#### Description of the task
The records that follow are to be printed exactly, with no images.

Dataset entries
-------------------------

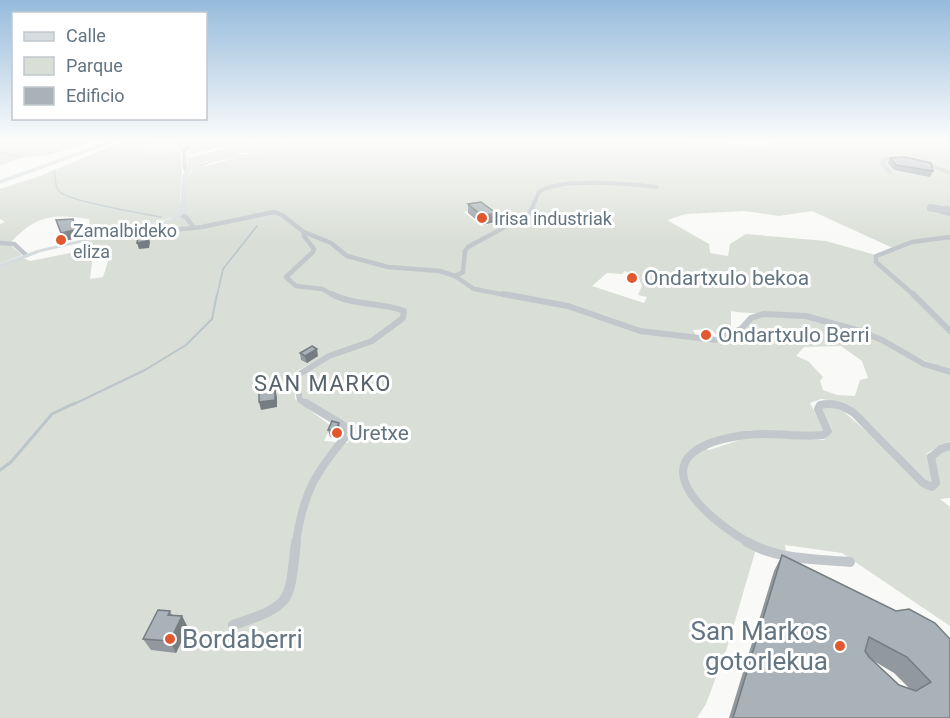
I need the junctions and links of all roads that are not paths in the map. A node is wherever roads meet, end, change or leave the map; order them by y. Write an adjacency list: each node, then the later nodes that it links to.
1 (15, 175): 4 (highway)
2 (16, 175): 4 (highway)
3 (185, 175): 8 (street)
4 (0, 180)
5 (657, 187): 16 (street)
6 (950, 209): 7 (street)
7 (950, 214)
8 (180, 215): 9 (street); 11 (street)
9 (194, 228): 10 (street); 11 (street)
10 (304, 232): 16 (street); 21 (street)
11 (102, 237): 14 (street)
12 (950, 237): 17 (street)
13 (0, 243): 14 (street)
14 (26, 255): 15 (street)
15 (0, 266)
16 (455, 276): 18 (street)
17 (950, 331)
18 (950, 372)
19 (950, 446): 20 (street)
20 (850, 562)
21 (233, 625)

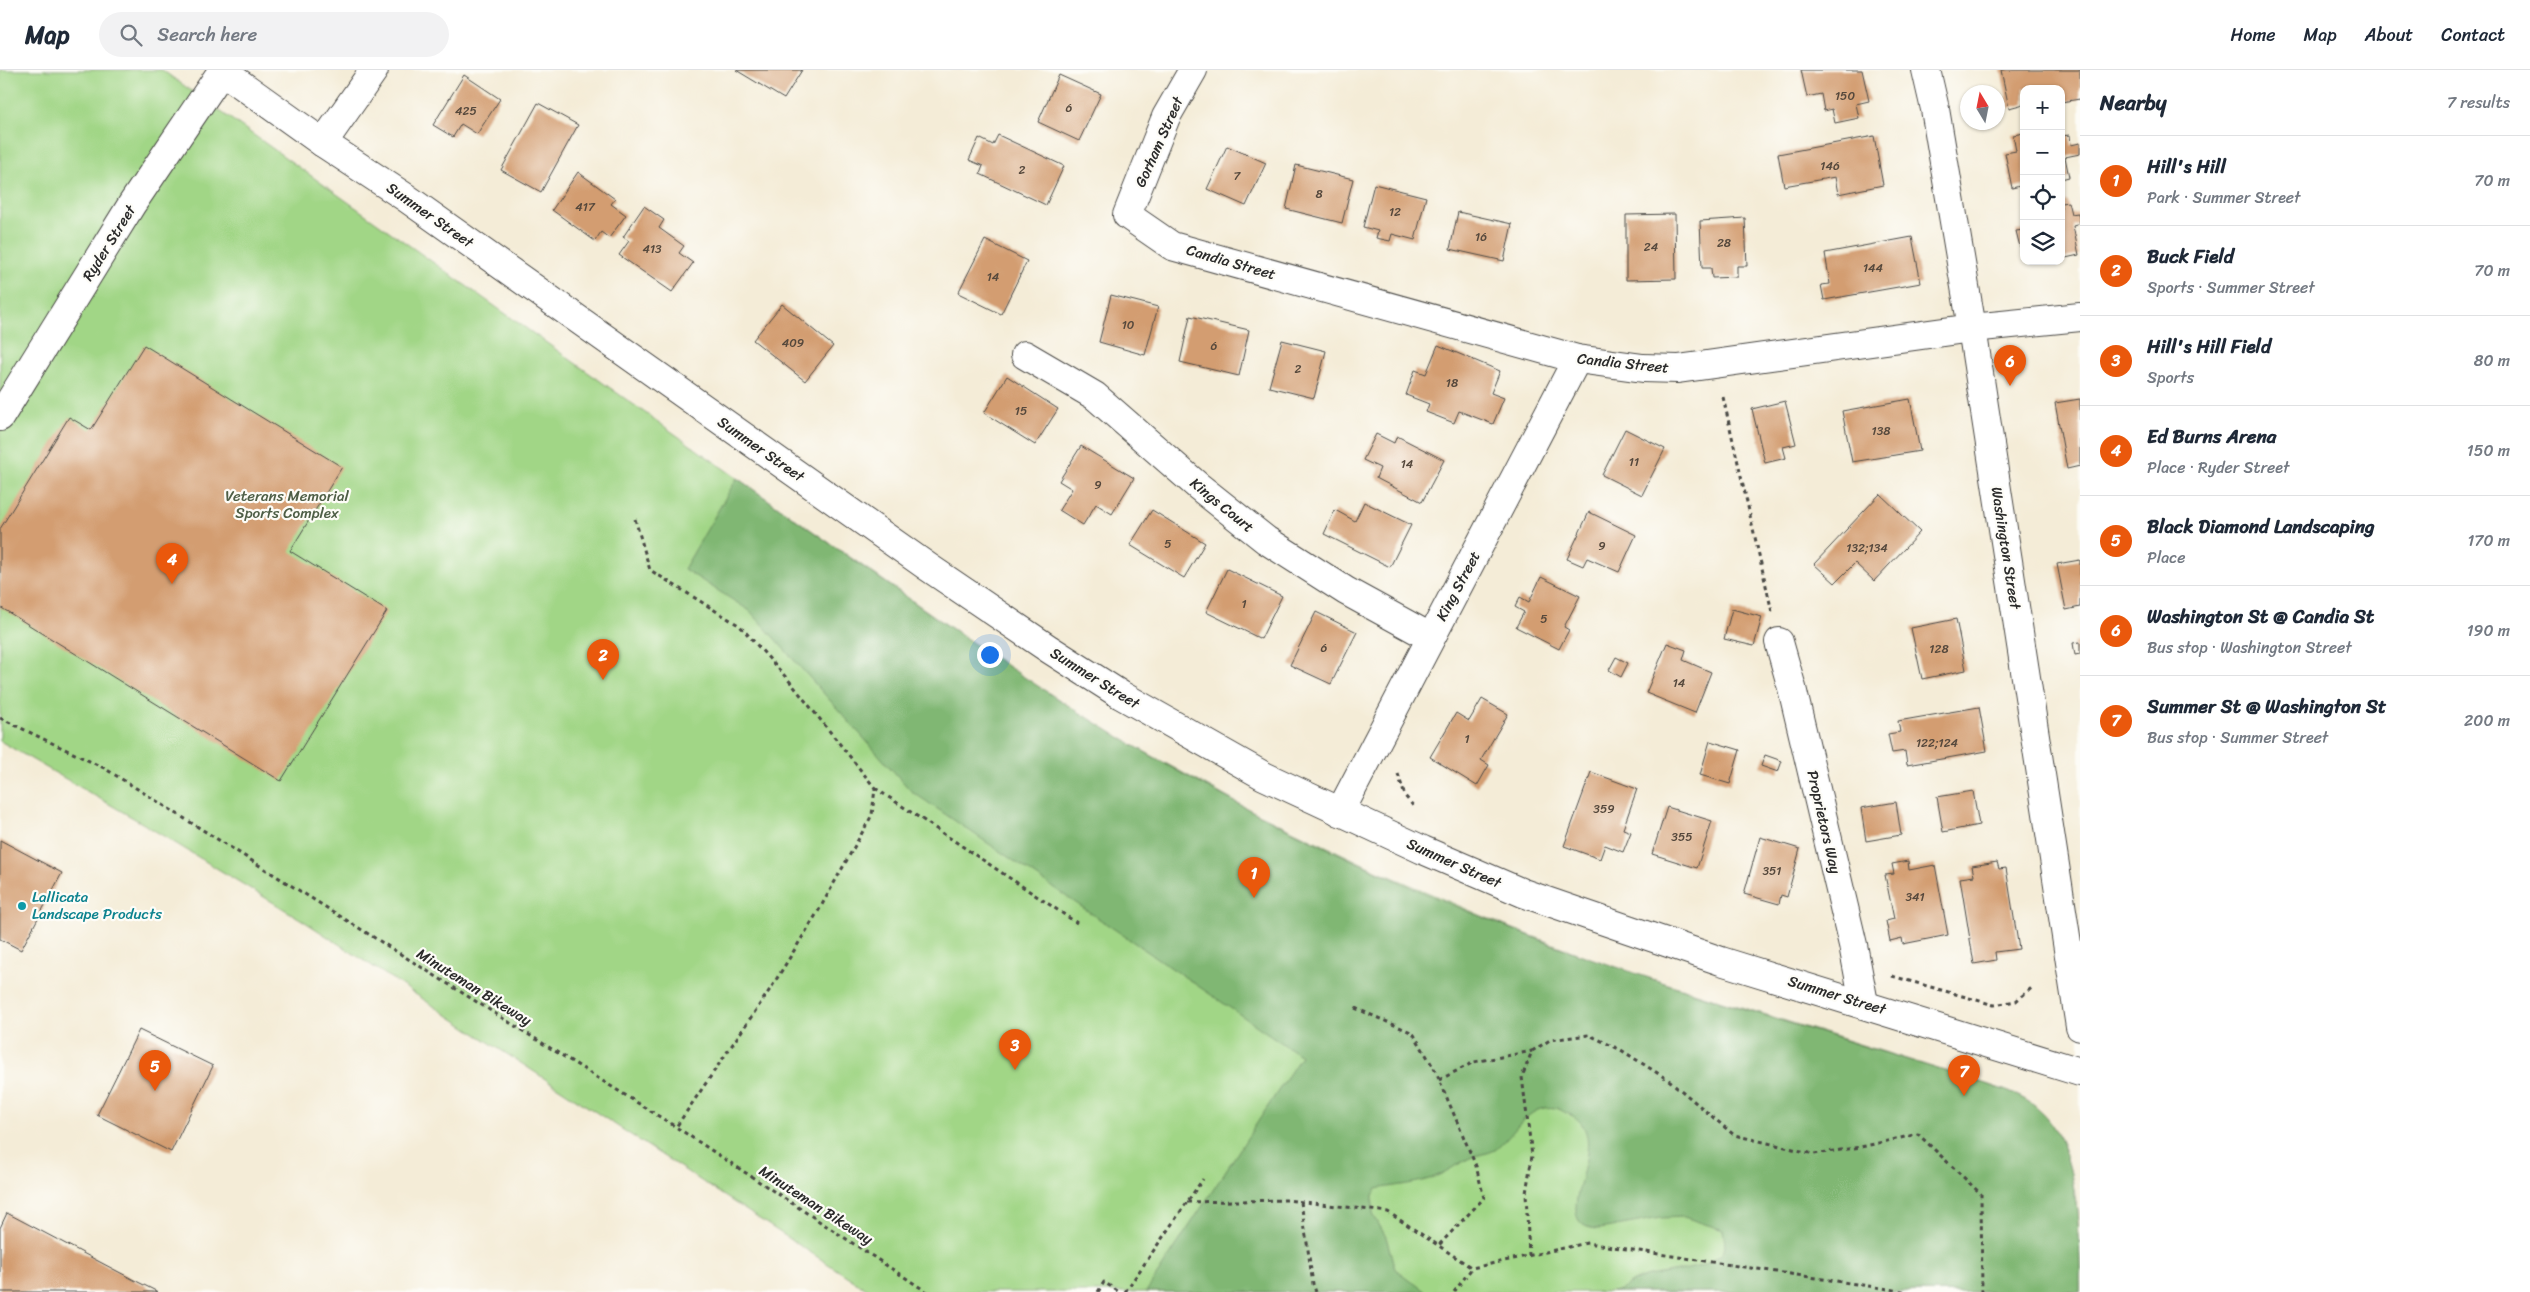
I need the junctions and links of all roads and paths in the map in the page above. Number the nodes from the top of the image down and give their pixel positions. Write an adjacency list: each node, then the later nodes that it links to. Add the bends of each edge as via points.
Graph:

-------------------------

#### Solved problem
I need the junctions and links of all roads that are not paths in the map. A node is wherever roads meet, end, change or leave the map; order them by y. Write an adjacency list: each node, then the later nodes that it links to.
1 (15, 175): 4 (highway)
2 (16, 175): 4 (highway)
3 (185, 175): 8 (street)
4 (0, 180)
5 (657, 187): 16 (street)
6 (950, 209): 7 (street)
7 (950, 214)
8 (180, 215): 9 (street); 11 (street)
9 (194, 228): 10 (street); 11 (street)
10 (304, 232): 16 (street); 21 (street)
11 (102, 237): 14 (street)
12 (950, 237): 17 (street)
13 (0, 243): 14 (street)
14 (26, 255): 15 (street)
15 (0, 266)
16 (455, 276): 18 (street)
17 (950, 331)
18 (950, 372)
19 (950, 446): 20 (street)
20 (850, 562)
21 (233, 625)

I need the junctions and links of all roads and paths in the map in the page above. Number the nodes from the top of the image down and give their pixel positions. Write an adjacency list: each node, then the later nodes that it links to. Add the bends of each edge as via points.
Graph:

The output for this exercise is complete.